It is just here that governments have fallen down worst. They might watch the war possibilities, but they have refused or not been able to evaluate them. They seemed to have felt usually that closing their eyes to them or at least refusing to admit them was the only proper diplomatic attitude.

As a rule, it has been the non-responsible outsider that has exploited war possibilities. Sometimes this has been done from the highest motives, with knowledge and restraint. More often it has been done on half-knowledge and with reckless indifference to results. There are always a number of people around with access to the public ear who love to handle explosives—never quite happy unless their imaginations are busy with wars and revolutions. There are others possessed by the pride of prophecy—their vanity is demonstrating the inevitable strife in the situation. They are the makers of war scares—the breeders and feeders of war passions. Sometimes war possibilities are the materials for skillful national propaganda—the agent of one nation working on a second to convince it of the hostile intent of a third.

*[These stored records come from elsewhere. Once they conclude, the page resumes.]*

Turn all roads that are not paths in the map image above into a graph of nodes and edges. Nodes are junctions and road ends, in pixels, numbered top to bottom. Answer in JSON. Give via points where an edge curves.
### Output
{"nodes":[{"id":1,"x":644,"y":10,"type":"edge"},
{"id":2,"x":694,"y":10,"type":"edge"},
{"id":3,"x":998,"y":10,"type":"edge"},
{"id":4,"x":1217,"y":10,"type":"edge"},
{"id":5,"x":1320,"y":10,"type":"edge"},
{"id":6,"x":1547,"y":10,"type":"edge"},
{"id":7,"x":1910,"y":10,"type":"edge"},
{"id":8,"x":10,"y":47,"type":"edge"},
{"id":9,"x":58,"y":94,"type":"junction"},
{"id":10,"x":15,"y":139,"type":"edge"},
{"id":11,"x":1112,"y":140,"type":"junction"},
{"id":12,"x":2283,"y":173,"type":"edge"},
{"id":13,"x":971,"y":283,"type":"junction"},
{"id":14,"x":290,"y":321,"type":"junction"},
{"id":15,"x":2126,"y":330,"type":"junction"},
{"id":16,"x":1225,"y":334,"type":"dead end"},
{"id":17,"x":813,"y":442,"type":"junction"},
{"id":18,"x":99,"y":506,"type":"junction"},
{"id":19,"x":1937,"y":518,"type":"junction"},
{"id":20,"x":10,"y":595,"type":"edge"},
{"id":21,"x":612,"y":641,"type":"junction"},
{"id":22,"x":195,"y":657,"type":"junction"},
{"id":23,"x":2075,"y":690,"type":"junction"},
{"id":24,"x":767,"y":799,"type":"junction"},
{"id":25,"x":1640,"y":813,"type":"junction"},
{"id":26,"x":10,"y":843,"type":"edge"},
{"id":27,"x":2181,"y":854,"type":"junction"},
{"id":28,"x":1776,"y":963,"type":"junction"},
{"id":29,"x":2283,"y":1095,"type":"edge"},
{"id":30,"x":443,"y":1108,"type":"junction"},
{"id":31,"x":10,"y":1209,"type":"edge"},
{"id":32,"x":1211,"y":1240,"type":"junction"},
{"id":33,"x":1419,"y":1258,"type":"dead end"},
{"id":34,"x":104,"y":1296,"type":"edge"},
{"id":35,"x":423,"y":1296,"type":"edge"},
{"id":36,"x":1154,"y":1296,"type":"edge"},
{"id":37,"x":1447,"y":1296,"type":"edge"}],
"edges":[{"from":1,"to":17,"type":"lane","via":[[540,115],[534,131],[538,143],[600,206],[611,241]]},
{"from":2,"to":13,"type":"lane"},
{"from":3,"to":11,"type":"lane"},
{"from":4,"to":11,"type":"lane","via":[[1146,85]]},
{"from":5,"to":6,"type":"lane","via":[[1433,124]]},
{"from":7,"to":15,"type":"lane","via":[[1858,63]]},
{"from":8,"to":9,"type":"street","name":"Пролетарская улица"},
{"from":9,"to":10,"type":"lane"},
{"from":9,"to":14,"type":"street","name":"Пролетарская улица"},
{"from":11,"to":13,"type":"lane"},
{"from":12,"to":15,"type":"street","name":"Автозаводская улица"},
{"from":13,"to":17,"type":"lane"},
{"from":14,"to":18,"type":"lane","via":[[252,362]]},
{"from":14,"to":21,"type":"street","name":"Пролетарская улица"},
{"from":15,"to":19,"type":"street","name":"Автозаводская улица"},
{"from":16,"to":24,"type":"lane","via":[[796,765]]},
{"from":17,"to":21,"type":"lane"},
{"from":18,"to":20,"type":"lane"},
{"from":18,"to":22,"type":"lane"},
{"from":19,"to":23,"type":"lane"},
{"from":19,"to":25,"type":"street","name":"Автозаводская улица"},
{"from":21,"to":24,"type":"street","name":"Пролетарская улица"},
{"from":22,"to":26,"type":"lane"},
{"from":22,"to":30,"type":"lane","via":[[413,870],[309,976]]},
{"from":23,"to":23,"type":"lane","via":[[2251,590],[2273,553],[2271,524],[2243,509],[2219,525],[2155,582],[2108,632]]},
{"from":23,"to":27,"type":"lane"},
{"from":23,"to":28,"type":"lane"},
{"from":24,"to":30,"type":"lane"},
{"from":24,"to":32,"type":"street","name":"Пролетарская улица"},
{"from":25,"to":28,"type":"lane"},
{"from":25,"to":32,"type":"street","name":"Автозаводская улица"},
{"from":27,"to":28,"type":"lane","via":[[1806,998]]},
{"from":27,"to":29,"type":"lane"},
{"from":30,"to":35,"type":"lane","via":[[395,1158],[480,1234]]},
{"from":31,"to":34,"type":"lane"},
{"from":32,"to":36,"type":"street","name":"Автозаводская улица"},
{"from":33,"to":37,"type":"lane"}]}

It is the governments concerned that should be handling this sort of stuff and handling it in such a way that they would cut under the malicious and the wanton, get at the real truth and get at it in time and get it out to the world.

One of the chief reasons for some sort of active association of nations is that there should be a permanent central agency always working over war possibilities, estimating them, heading them off.

Present diplomacy does not do it. Could the coming Conference find a way for just this service in the Pacific situation?

How could the public be sure the Conference was really seeking these ends? Only by openness and frankness. Could one really expect that? No one of sense and even a very little knowledge of how men achieve results, whether in statecraft or in business, would think for a moment that the Conference must sit daily in open session with a public listening to all that it said. There was only one practical way of handling the agenda. The Conference must form itself into groups, each charged with a subject on which it was to arrive at some kind of understanding. The report must be presented at the Conference. But when this was done there should be free, open discussion.

To handle the plenary sessions of the present Conference as they were handled in Paris in 1919 would be a tragic mistake. These plenary conferences were splendidly set scenes. No one who looked on the gathering at which the Covenant of the League of Nations was presented would ever forget it. Nor would he forget how the gloved-and-iron hand of Clemenceau never for a moment released its grip; how effectively, for example, the incipient revolt against the mandate system aimed at making nations the protectors and not the exploiters of the German territories to be disposed of was soft-pedaled. Nor would he ever forget certain sinister faces in the great picture that chilled at their birth the high hopes which the Conference championed.

Free discussion, running, if you please, over days at this juncture, might have insured an easier, straighter road for the treaty of Versailles and particularly for the League of Nations.

Frankness would be the greatest ally of all who looked on the great mission of the coming Conference as preventing the Pacific crisis from ever ending in war. Frankness would break the war bubbles that the irresponsible were blowing so gayly. It would be the surest preventive of the fanatical and partisan drives which are almost certain to develop if there was unnecessary secrecy. Naturally, those on the outside would look on a failure to take the public in as proof that sinister forces were at work in the Conference, that dark things were brewing which must be kept out of sight.

As a matter of fact, one look inside would probably show a group of worn and anxious gentlemen honestly doing their best to find something on which they could agree with a reasonable hope that the countries that had sent them to Washington would accept their decisions. After one good look the public might change suspicion to sympathy.